All the apartments will have a large terrace facing south, which acts as a thermal regulator, and will be a fundamental space in periods of confinement allowing the residents to play, rest and work.
Likewise, the homes will be prepared to have telework spaces and will be connected to 5G networks, creating social networks at neighborhood-scale for the exchange of resources.
As the director of the office Honorata Grzesikowska states "we developed this project during confinement, when the entire team worked from home and we decided to include all those aspects that could make our lives better, so that a new standard could be defined".
The competition, defined as "Xiong’an Architecture Design Contest with Chinese Characteristics under the High Quality Development principle" has received more than 300 projects organized in six categories, and will define the standards for this new emblematic city supported by President Xi, as a hub for the Beijing-Tianjin-Hebei economic triangle.
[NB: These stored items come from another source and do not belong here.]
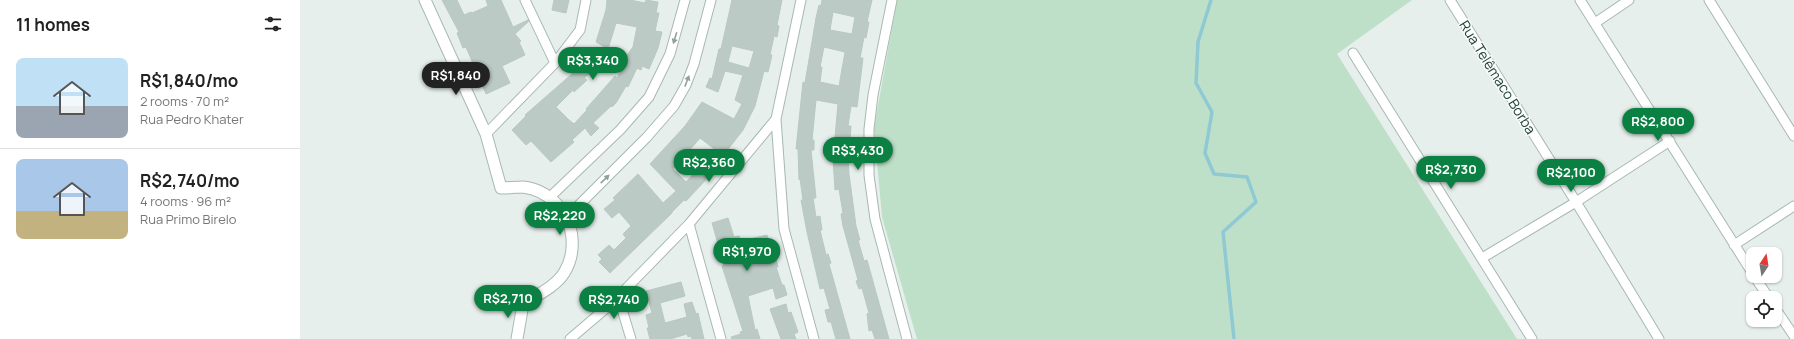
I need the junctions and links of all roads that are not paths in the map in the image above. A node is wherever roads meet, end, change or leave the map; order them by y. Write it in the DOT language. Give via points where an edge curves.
graph roads {
  1 [pos="425,0"];
  2 [pos="525,0"];
  3 [pos="586,0"];
  4 [pos="685,0"];
  5 [pos="711,0"];
  6 [pos="801,0"];
  7 [pos="892,0"];
  8 [pos="1450,0"];
  9 [pos="1580,0"];
  10 [pos="1629,0"];
  11 [pos="1710,0"];
  12 [pos="1595,23"];
  13 [pos="1353,53"];
  14 [pos="556,63"];
  15 [pos="776,119"];
  16 [pos="486,134"];
  17 [pos="1794,136"];
  18 [pos="1670,141"];
  19 [pos="549,198"];
  20 [pos="1576,202"];
  21 [pos="1794,206"];
  22 [pos="567,217"];
  23 [pos="689,224"];
  24 [pos="1734,245"];
  25 [pos="1482,258"];
  26 [pos="1746,263"];
  27 [pos="618,296"];
  28 [pos="1782,318"];
  29 [pos="1794,336"];
  30 [pos="517,339"];
  31 [pos="570,339"];
  32 [pos="631,339"];
  33 [pos="721,339"];
  34 [pos="814,339"];
  35 [pos="907,339"];
  36 [pos="1532,339"];
  37 [pos="1659,339"];
  1 -- 16 [label="street"];
  2 -- 14 [label="street"];
  3 -- 14 [label="street" via="580,30"];
  4 -- 19 [label="street, one-way" via="670,54 649,98 620,130"];
  22 -- 5 [label="street, one-way" via="647,138 674,106 686,86 694,64"];
  6 -- 15 [label="street"];
  7 -- 35 [label="street" via="873,95 869,129 869,175 875,219"];
  8 -- 20 [label="street, Rua Telêmaco Borba"];
  9 -- 12 [label="street"];
  10 -- 12 [label="street"];
  11 -- 17 [label="street"];
  12 -- 18 [label="street"];
  13 -- 25 [label="street"];
  14 -- 16 [label="street"];
  15 -- 23 [label="street"];
  15 -- 34 [label="street" via="784,229"];
  16 -- 19 [label="street" via="501,188 523,187"];
  18 -- 20 [label="street"];
  18 -- 24 [label="street"];
  19 -- 22 [label="street" via="559,205"];
  20 -- 25 [label="street"];
  20 -- 37 [label="street, Rua Telêmaco Borba"];
  21 -- 24 [label="street"];
  22 -- 30 [label="street" via="572,241 568,266 557,281 523,304"];
  23 -- 27 [label="street"];
  23 -- 33 [label="street"];
  24 -- 26 [label="street"];
  25 -- 36 [label="street"];
  27 -- 31 [label="street"];
  27 -- 32 [label="street"];
  28 -- 29 [label="street"];
}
The jurors for this international competition included Chinese academicians and local experts.
Vicente Guallart is chief architect of the city of Barcelona and general director of Urban Habitat since 2011. Guallart founded Guallart Architects in 1993 and IAAC (Institute of Advanced Architecture in Catalunya) in 2001.
His most relevant and recent projects includes, among others, Sociópolis in Valencia: an innovative housing project for urban and environmental development with projects by international architects; Sharing Bloks in Gandía: a residence for students, the first in Spain where the dynamical relation between private and shared areas can generate a continuous re-configuration and extension of the spaces to live; Fugee Port and Keelung Port in Taiwan. He is author of Geologics (Actar), and co-author of the Metapolis dictionary of Advanced Architecture and Hypercatalonia.